Como alguém tende, comumente, a buscar na literatura o que não encontra na vida, é muito comum que o leitor (ou o escritor, se é que não é o mesmo) idealize a página por sobre suas possibilidades. A arte é uma vida hiperbolizada. O amor é mais amor se o descobres num soneto medieval, como a amizade é mais amizade se serve para que cavaleiro e escudeiro lutem com gigantes ou a infidelidade é mais infidelidade se aparece num romance russo. Também Londres é mais Londres se narrada sob a pena de Dickens ou, a vida em um mosteiro dos Apeninos é atrativa se a descreve Umberto Eco. E este exagero não tem por que ter somente um tom alegre. Também o medo é o mais medo sob as letras de Maese Pérez, o assassinato dói mais nas linhas de Capote que durante os trinta e cinco minutos do jornal e a agonia se saboreia com mais amargura se é Ivan Ilitch que a padece. Até aqui, tudo bem. Agora, e o que ocorre quanto ao sexo? Bem, se já é o motor das fantasias do ser humano, tem que ser necessariamente o leitmotiv da criação literária. E, como na vida, nas páginas há expressões sexuais sujas, animais, furtivas, elegantes, anódinas, turbulentas, fugazes... Ali onde o desejo passa a ser o tema principal da obra, haverá sexo, real ou imaginário.

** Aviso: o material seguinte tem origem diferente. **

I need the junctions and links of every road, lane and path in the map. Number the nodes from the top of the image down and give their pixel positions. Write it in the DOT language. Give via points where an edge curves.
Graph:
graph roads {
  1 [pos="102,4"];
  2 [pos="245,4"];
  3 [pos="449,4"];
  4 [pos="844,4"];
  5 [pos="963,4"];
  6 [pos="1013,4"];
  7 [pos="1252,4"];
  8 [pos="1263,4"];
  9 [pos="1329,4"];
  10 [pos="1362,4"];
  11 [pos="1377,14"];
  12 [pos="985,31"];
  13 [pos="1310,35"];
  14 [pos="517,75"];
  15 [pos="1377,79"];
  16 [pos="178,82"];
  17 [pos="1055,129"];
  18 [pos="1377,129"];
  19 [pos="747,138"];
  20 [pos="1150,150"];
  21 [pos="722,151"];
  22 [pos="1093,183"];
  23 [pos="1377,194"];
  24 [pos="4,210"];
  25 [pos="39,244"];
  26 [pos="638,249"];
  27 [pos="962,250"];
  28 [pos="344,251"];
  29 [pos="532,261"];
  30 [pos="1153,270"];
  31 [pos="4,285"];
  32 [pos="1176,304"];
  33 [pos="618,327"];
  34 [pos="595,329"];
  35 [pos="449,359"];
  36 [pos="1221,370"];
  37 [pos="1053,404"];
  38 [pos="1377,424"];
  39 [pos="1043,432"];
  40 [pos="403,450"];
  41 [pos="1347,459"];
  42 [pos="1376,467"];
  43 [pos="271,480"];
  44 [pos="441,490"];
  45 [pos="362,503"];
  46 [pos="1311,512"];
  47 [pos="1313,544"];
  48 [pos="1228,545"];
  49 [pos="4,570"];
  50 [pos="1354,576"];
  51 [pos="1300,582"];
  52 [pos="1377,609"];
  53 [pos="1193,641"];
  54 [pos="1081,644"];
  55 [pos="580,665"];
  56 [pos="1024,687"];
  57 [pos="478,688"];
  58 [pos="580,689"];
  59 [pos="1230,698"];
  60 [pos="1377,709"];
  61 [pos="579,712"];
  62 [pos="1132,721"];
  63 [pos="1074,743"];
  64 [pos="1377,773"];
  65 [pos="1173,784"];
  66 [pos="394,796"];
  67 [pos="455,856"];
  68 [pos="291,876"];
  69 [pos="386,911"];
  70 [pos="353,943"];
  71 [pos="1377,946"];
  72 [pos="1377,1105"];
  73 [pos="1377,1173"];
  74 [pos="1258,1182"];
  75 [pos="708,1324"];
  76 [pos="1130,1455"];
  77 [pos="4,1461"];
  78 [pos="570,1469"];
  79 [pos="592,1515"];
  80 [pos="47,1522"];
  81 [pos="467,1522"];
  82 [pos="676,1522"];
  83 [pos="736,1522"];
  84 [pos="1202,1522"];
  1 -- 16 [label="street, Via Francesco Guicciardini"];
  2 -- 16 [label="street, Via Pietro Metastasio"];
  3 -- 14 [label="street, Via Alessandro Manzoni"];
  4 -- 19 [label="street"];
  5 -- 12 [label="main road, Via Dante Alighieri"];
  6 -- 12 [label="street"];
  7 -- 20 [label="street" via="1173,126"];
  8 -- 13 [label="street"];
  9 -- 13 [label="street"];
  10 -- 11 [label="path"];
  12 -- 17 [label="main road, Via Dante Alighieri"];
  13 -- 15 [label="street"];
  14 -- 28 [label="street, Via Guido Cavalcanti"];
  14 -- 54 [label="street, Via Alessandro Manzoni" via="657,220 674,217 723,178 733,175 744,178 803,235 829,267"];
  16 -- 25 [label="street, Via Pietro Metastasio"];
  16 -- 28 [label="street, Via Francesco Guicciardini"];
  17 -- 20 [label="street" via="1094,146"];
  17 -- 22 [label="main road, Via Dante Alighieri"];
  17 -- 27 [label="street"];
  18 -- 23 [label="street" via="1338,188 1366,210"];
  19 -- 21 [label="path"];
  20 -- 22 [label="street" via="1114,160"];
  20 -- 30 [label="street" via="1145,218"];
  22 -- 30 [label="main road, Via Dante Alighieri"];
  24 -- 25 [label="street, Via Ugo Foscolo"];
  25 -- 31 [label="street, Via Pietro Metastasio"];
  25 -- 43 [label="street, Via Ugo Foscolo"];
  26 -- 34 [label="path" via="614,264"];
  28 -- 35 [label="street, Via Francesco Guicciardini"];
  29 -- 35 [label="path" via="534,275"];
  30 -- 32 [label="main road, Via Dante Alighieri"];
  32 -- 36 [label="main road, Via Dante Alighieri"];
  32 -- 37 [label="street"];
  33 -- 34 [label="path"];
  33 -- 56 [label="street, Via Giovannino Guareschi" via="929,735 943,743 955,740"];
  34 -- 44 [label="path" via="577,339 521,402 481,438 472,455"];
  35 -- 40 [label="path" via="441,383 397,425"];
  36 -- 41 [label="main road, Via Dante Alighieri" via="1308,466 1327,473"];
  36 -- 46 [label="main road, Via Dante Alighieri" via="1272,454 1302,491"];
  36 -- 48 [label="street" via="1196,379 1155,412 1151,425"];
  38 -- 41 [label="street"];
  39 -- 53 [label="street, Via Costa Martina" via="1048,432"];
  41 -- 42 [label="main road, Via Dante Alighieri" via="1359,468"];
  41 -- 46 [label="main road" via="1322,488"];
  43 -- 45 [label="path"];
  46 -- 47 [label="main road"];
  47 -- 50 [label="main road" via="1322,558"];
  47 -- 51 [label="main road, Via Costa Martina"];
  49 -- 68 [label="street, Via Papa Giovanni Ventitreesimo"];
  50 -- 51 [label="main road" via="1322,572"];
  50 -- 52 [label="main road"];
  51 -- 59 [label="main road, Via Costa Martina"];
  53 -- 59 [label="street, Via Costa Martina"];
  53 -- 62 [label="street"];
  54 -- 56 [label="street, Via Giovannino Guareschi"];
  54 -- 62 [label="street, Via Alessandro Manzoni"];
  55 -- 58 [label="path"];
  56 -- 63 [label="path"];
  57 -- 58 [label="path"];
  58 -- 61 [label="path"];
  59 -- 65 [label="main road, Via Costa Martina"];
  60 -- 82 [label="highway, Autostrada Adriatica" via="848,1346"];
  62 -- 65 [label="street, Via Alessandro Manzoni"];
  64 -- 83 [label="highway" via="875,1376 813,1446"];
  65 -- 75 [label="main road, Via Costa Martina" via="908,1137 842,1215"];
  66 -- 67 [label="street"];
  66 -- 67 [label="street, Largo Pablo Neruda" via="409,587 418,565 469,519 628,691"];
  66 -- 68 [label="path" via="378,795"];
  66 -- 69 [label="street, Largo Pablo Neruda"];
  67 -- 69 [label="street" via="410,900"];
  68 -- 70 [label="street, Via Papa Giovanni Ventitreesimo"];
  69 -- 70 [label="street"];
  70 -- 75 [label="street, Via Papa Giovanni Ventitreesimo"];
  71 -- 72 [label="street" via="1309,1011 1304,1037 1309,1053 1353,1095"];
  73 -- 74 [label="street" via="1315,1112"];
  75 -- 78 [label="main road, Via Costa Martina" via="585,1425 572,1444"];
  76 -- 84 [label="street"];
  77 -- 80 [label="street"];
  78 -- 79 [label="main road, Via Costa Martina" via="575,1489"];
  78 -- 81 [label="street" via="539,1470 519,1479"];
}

E não pense o leitor que isto é coisa da contemporaneidade. Desde a Idade Média que se nota o ponto dos prazeres carnais que marcam o ser humano. Boccaccio, no século XIV, desenha em seu Decameron o retrato da luxúria. Ainda estava longe o Renascimento, mas o narrador florentino sabe que se acabaram os preceitos da Igreja e que a vida terrena é muito mais importante do que queriam nos fazer acreditar. Além de uma ponte até a eternidade, esta vida terrena deve ter algo para levar à boca. Ou ao menos isso pensa Boccaccio, que lança suas personagens à vida licenciosa esquecendo-se das obrigações morais marcadas por Roma e alude em várias passagens ao desfrute carnal de todos. Em breve, apenas alguns decênios mais tarde, o marquês de Santillana, um dos faróis da literatura medieval espanhola, preso de tudo o que contara com um aroma italianizante, teve que subir ao carro da liberação artístico-moral com suas célebres Serranillas. Nelas, além do tema clássico do elogio lírico da serrana, se dão cenas de sexo onde o marquês (ou a primeira pessoa que fala por ele) acaba brincando com a mulher em questão. Este modus operandi abraçam também outros ilustres poetas medievais, com o grande Arcipreste de Hita, quem deseja que suas personagens deem rédeas soltas à paixão amatória escondida entre bosques reais e fauna.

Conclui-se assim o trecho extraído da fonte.